The western bluff has been called. The Europeans have moved from making suspension a condition for talks to contriving formulas to allow talks to begin without it. As long as serious sanctions lay in the far future, the Europeans were ready to act as if they, and even the highly sceptical Russians and Chinese, would be prepared to take strong measures. But as soon as they become a real prospect, the excuses emerge, ranging from the lack of adequate inducements to the absence of conclusive proof of Iran's nuclear intentions and the danger of pushing the Tehran regime into too tight a corner. All have some substance, but nevertheless represent a retreat from previous positions.

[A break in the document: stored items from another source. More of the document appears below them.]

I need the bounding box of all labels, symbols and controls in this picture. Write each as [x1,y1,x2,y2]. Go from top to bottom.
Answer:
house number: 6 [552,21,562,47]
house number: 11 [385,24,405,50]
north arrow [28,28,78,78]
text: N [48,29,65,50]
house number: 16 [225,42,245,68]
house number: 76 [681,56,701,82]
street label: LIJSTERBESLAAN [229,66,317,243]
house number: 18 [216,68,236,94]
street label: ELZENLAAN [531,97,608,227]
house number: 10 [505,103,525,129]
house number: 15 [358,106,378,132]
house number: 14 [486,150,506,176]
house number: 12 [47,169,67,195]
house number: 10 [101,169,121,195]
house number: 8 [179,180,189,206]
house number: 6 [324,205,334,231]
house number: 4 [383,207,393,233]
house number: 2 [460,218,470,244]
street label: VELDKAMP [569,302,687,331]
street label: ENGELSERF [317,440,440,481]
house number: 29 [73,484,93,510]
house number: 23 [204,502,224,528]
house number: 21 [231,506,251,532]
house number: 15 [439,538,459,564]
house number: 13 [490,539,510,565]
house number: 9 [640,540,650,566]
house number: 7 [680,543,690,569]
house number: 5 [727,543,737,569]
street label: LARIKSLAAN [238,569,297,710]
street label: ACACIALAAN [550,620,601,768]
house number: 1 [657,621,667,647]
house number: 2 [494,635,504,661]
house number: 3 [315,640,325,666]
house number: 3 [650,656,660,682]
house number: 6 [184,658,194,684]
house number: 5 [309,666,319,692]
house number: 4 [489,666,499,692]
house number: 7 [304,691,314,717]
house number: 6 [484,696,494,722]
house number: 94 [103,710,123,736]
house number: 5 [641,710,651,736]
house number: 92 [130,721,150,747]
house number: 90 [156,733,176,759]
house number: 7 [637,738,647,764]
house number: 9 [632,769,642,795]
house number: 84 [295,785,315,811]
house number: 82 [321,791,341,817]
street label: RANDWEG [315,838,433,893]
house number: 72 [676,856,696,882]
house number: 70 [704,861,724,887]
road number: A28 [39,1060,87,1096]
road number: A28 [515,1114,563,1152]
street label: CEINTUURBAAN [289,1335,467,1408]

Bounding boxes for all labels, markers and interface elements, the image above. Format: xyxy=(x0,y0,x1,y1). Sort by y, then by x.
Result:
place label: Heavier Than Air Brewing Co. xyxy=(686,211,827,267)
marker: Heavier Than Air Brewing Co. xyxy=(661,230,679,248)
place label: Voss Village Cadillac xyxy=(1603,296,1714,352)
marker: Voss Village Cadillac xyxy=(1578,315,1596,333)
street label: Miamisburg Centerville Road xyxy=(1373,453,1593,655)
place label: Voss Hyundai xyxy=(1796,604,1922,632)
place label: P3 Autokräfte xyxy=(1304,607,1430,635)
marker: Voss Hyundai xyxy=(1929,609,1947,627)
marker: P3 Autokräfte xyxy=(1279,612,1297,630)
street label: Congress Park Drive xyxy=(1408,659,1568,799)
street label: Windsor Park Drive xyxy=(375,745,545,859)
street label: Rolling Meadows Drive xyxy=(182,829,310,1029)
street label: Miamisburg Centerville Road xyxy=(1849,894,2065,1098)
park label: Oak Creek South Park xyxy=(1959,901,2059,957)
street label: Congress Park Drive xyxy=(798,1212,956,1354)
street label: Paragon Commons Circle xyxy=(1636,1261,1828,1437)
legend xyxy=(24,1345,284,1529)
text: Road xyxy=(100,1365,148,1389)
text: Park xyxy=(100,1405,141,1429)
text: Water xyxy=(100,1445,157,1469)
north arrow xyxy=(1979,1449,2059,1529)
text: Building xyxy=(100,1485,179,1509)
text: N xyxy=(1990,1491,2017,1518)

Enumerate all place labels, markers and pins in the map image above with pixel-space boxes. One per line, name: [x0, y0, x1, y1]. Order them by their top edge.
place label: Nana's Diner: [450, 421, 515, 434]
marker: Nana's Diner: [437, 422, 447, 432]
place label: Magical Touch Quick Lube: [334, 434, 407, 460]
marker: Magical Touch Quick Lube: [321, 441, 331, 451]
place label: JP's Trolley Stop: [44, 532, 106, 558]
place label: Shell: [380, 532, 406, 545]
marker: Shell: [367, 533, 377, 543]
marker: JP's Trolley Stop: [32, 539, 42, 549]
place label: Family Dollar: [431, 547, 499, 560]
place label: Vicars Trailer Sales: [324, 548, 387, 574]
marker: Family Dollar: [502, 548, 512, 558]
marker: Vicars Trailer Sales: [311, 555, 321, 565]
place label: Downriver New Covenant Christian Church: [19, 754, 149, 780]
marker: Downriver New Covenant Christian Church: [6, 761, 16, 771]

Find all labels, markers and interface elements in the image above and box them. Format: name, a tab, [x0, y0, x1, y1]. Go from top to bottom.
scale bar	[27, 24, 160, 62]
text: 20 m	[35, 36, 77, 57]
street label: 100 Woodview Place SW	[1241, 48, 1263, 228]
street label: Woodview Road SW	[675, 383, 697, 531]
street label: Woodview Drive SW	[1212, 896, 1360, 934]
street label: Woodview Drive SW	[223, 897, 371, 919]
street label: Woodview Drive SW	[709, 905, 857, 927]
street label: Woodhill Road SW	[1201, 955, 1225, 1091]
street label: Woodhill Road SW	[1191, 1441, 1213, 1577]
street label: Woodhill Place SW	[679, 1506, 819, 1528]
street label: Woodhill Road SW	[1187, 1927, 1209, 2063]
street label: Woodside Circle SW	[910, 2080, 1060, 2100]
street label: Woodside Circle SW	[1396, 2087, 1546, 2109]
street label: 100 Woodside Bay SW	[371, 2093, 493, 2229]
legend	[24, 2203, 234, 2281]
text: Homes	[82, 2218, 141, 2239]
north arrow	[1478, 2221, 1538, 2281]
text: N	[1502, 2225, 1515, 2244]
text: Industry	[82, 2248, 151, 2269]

In the unlikely event that strong sanctions were imposed, Iran would find it relatively easy to survive them, and they would play into the hands of those in the Iranian government, including Ahmadinejad, who may well believe that a good relationship with the west is a contradiction in terms - something that would sully the revolutionary purity of the republic. So there are indeed reasons for caution on sanctions. In any case the real sanction has been the prospect that if negotiations were to end in total failure, they would be followed, no doubt after a period in which economic measures would be shown to be ineffective, by American military action. The bunker-busters would go in and parts of Iran would be dug up and ploughed under by a bombing campaign, aimed both at destroying installations and killing scientists, which would set back Iran's nuclear programme by three or four years.

Yet even if the Bush administration was less weakened by Iraq than it is, the chances of it choosing this option are somewhat less than they may have seemed some months ago. There is no readiness in the country to accept another military enterprise, even if it "only" involved air action, and anyone ordering it would suffer grievous political damage. This would come not so much in the campaign itself, but with the inevitable retaliation by Iran in Iraq and elsewhere in the Middle East. The US government would be wide open to the charge of making a bad mess worse, and the charge would be true, something which it may now be beginning to grasp. It will not rule out the counter-proliferation option, and the American military will continue to plan for it on a contingency basis, but the Iranians are probably right to conclude that it is not a very immediate threat.

But it is in the nature of the relationship between Iran and the west that as one danger recedes, another advances. If the Iranian regime comes to believe that both the Europeans and the US are paper tigers, it will be both strengthened and emboldened. At home, the consequences may well be to quicken the pace of the regime's encroachments on the freedom and democracy the Iranian system still displays. Abroad, they could give a push to the sort of adventurism which would make war between Iran and the US a stronger possibility. The only answer is a Middle Eastern policy which stresses needs, rights and fairness more than threats and enemies. Easy generalities, but somewhere in that direction lies the solution, if there is one to be found.